Для следующего шага нужна помощь Минноны. Вот и настала пора для разговора — исключительно вовремя, после бессонной ночи, с перспективой сегодня же начинать атаку на город… Сам себе враг — затянул время, а когда припекло и нужна поддержка — сразу вспомнил, что Миннона ещё так и не узнала от него об истинном положении, в которое он вовлёк армию! Расплачивайся теперь головной болью, а поспать после такого напряжения не удастся — уже перейдён тот порог, когда усталое тело падает и засыпает на месте, теперь сам по себе не уснёшь — нервы растрёпаны, сбито всякое подобие ощущения времени, будешь шататься, как красноглазый бес из внешней тьмы, и выпрашивать у санитаров успокоительных капель, а то и вовсе глоток неразведённого рома…

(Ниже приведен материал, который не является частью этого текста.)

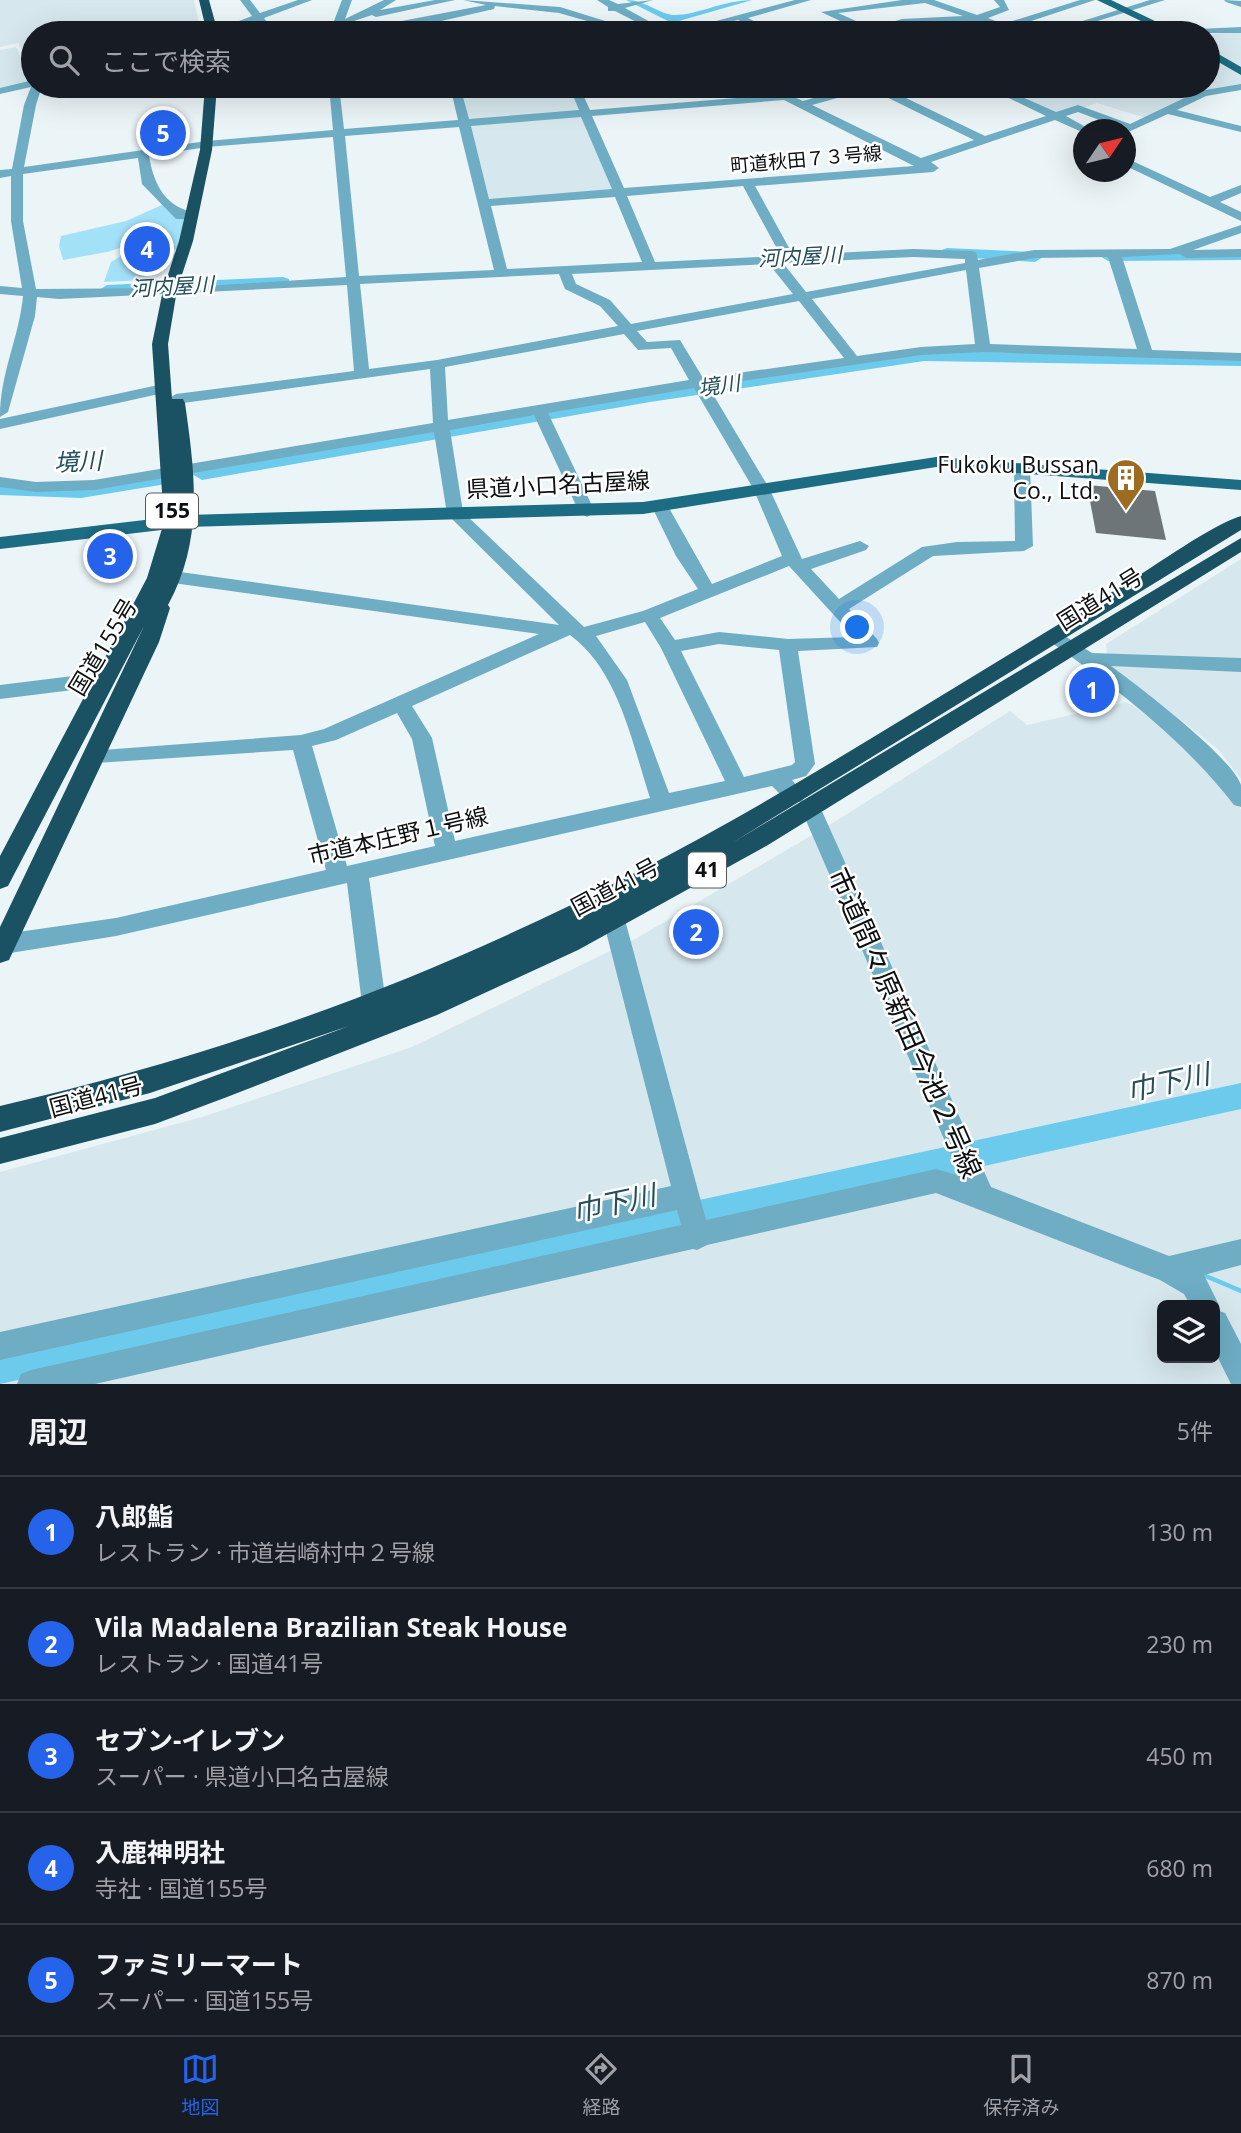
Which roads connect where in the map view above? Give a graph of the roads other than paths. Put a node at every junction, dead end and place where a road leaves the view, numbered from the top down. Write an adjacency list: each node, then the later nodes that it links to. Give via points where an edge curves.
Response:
1 (204, 0): 34 (highway)
2 (245, 0): 30 (street)
3 (307, 0): 30 (street)
4 (346, 0): 37 (street)
5 (401, 0): 21 (street)
6 (450, 0): 21 (street)
7 (468, 0): 19 (street)
8 (602, 0): 24 (street)
9 (648, 0): 24 (street)
10 (803, 0): 27 (street); 33 (street)
11 (926, 0): 26 (street); 27 (street); 31 (street)
12 (999, 0): 31 (street, via 1006,8)
13 (1052, 0): 22 (street)
14 (1090, 0): 22 (street)
15 (1102, 0): 25 (main road)
16 (1160, 0): 25 (street)
17 (1229, 0): 20 (street)
18 (385, 1): 28 (street)
19 (498, 4): 23 (street); 32 (street)
20 (1241, 4)
21 (420, 7): 28 (street); 32 (street)
22 (1065, 7): 52 (street)
23 (543, 8): 29 (street); 42 (street)
24 (616, 8): 29 (street); 44 (street)
25 (1125, 10): 53 (street); 54 (main road)
26 (911, 11): 48 (street); 49 (street)
27 (826, 12): 47 (street)
28 (370, 14): 38 (street); 39 (street)
29 (583, 16): 43 (street)
30 (259, 17): 35 (street); 36 (street)
31 (979, 17): 50 (street); 51 (street)
32 (436, 18): 40 (street); 41 (street)
33 (737, 18): 45 (street); 46 (street)
34 (210, 21)
35 (248, 21)
36 (262, 21)
37 (339, 21)
38 (355, 21)
39 (382, 21)
40 (412, 21)
41 (437, 21)
42 (548, 21)
43 (599, 21)
44 (641, 21)
45 (725, 21)
46 (743, 21)
47 (846, 21)
48 (903, 21)
49 (941, 21)
50 (951, 21)
51 (989, 21)
52 (1022, 21)
53 (1089, 21)
54 (1149, 21)
55 (1241, 30): 56 (street)
56 (1220, 31)
57 (1220, 59): 58 (main road)
58 (1241, 72)
59 (21, 87): 62 (street)
60 (1241, 87): 61 (street)
61 (1220, 90)
62 (0, 91)
63 (32, 98): 90 (street)
64 (210, 98): 86 (highway, 国道155号 / 155)
65 (335, 98): 84 (street)
66 (458, 98): 80 (street)
67 (579, 98): 77 (street)
68 (772, 98): 77 (street)
69 (787, 98): 75 (street)
70 (830, 98): 75 (street)
71 (896, 98): 85 (street)
72 (903, 98): 85 (street)
73 (1016, 98): 78 (street)
74 (1193, 98): 76 (street)
75 (802, 106): 88 (street)
76 (1168, 111): 82 (street); 83 (street)
77 (584, 112): 80 (street); 94 (street)
78 (1056, 116): 79 (street, via 1078,108); 81 (street); 85 (street)
79 (1104, 119)
80 (464, 122): 84 (street); 96 (street)
81 (1073, 124)
82 (1136, 125)
83 (1241, 129)
84 (339, 131): 86 (street); 109 (street)
85 (985, 140): 88 (street)
86 (207, 144): 87 (street); 97 (highway, 国道155号 / 155)
87 (143, 152): 90 (street); 97 (street, via 148,184 180,216)
88 (916, 163): 92 (street, 町道秋田７３号線, via 933,168)
89 (1136, 167): 95 (street)
90 (17, 172): 91 (street); 112 (street, via 17,220)
91 (0, 174)
92 (747, 183): 94 (street, 町道秋田７３号線); 103 (street)
93 (1241, 189): 95 (street)
94 (617, 192): 96 (street, 町道秋田７３号線); 105 (street)
95 (1210, 202): 98 (street)
96 (484, 203): 108 (street)
97 (192, 216): 110 (highway, 国道155号 / 155)
98 (1241, 217)
99 (1241, 229): 100 (street)
100 (1177, 252): 101 (street); 102 (street)
101 (1241, 253)
102 (1114, 254): 106 (street, via 1034,254); 116 (street)
103 (789, 259): 104 (street); 106 (street, via 971,255)
104 (773, 260): 105 (street); 113 (street)
105 (650, 265): 107 (street)
106 (972, 267): 113 (street); 115 (street)
107 (564, 269): 108 (street); 114 (street, via 570,286 602,301)
108 (501, 272): 109 (street)
109 (353, 279): 110 (street); 120 (street)
110 (175, 289): 112 (street); 122 (highway, 国道155号 / 155, via 160,344)
111 (0, 290): 112 (street)
112 (30, 294): 124 (street, via 29,316)
113 (801, 298): 114 (street); 118 (street)
114 (630, 330): 119 (street); 121 (street, via 643,346 675,343)
115 (983, 348): 116 (street); 118 (street)
116 (1146, 354): 117 (street)
117 (1241, 357)
118 (853, 360): 121 (street)
119 (437, 364): 120 (street); 126 (street)
120 (362, 372): 122 (street)
121 (700, 386): 123 (street); 131 (street)
122 (169, 394): 125 (street); 128 (highway, 国道155号 / 155)
123 (539, 409): 126 (street); 133 (street)
124 (0, 412)
125 (0, 424)
126 (441, 425): 128 (street); 134 (street)
127 (1022, 468): 130 (main road, 県道小口名古屋線); 131 (main road, 県道小口名古屋線, via 911,464); 143 (street, via 1024,547 928,551)
128 (177, 471): 129 (street, via 71,487); 135 (highway, 国道155号 / 155)
129 (0, 482)
130 (1241, 485)
131 (761, 488): 132 (main road, 県道小口名古屋線); 140 (street)
132 (659, 505): 133 (main road, 県道小口名古屋線); 142 (street)
133 (587, 512): 134 (main road, 県道小口名古屋線)
134 (455, 514): 135 (main road, 県道小口名古屋線); 145 (street)
135 (180, 522): 137 (main road, 県道小口名古屋線); 141 (highway, 国道155号 / 155); 150 (highway, 国道155号 / 155, via 157,578)
136 (1241, 522): 148 (highway, 国道41号 / 41)
137 (0, 544)
138 (1241, 544): 148 (highway, 国道41号 / 41)
139 (860, 546): 140 (street)
140 (795, 563): 142 (street); 143 (street)
141 (168, 587): 145 (street); 155 (highway, 155, via 149,642); 156 (highway, 国道155号 / 155)
142 (708, 591): 144 (street)
143 (839, 607): 146 (street, via 870,643)
144 (649, 615): 145 (street); 147 (street)
145 (572, 631): 152 (street); 161 (street, via 604,658 632,718)
146 (788, 645): 147 (street, via 719,638); 157 (street, 市道本庄野１号線, via 805,764 799,771)
147 (670, 647): 158 (street)
148 (1071, 648): 149 (street); 159 (street, via 1192,740); 160 (highway, 国道41号 / 41)
149 (1241, 665)
150 (100, 683): 151 (street); 153 (highway, 国道155号 / 155)
151 (0, 692)
152 (401, 705): 154 (street, via 329,735); 162 (street, via 422,738)
153 (84, 713): 156 (highway, 国道155号 / 155); 163 (highway, 155, via 48,768)
154 (301, 741): 155 (street); 164 (street)
155 (96, 756): 168 (highway, 155)
156 (61, 768): 165 (highway, 国道155号 / 155); 166 (highway, 国道155号 / 155)
157 (776, 777): 158 (street, 市道本庄野１号線); 160 (street)
158 (738, 786): 161 (street, 市道本庄野１号線)
159 (1241, 800)
160 (803, 802): 167 (highway, 国道41号 / 41); 169 (highway, 国道41号 / 41, via 584,912); 173 (street, 市道間々原新田今池２号線)
161 (662, 803): 162 (street, 市道本庄野１号線)
162 (447, 852): 164 (street, 市道本庄野１号線)
163 (0, 858)
164 (348, 875): 168 (street, 市道本庄野１号線); 169 (street)
165 (0, 879)
166 (0, 897)
167 (614, 920): 171 (highway, 国道41号 / 41, via 428,1007 227,1085 155,1111); 172 (street)
168 (2, 948)
169 (374, 1004): 170 (highway, 国道41号 / 41, via 239,1054)
170 (0, 1119)
171 (0, 1151)
172 (687, 1195): 174 (street); 179 (street)
173 (982, 1196): 174 (street, via 936,1181); 176 (street, 市道間々原新田今池２号線)
174 (697, 1237): 181 (street)
175 (1241, 1252): 176 (street)
176 (1169, 1270): 177 (street, 市道間々原新田今池２号線, via 1194,1284)
177 (1202, 1300)
178 (1220, 1333): 180 (street)
179 (0, 1346)
180 (1241, 1374)
181 (31, 1384)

Время у Минноны нашлось. Нашлось и терпение выслушать поневоле сбивчивый рассказ об истории «братьев», о записке кобальских зиналов, которые ещё зимой знали о невероятных железных машинах, о подозрения насчёт смерти старого короля, об охоте на «брата Родджио» и об измене среди офицеров Саттины… Орсо на ходу прикидывал, что стоит говорить Минноне, а что не стоит: не потому, что так уже сильно хотел что-то скрыть, но чтобы не усложнять для неё и без того перевернувшуюся вверх дном картину мира. Родольфо он рассказал всё, кроме своих личных дел; но Родольфо сам будет определять своё место в изменившемся мире, он мужчина, он обучен этому, что бы ни думала на сей счёт его семья. Миннона женщина, и сможет ли она сама найти свой путь, неясно, пока она не попробует. И это он, Орсо, выбивает у неё из-под ног привычную почву. Не только он, конечно, ведь не он расплодил изменников и позволил убить короля… но его вклад будет, если вдуматься, не меньшим. Просто то, что он делает, падает на другую чашу весов.
Рассказ занял четверть часа, и только раз на глазах Минноны блеснули слёзы. Но к концу изрядно путаной повести она была уже спокойна и собрана. Девменская гордость победила всё.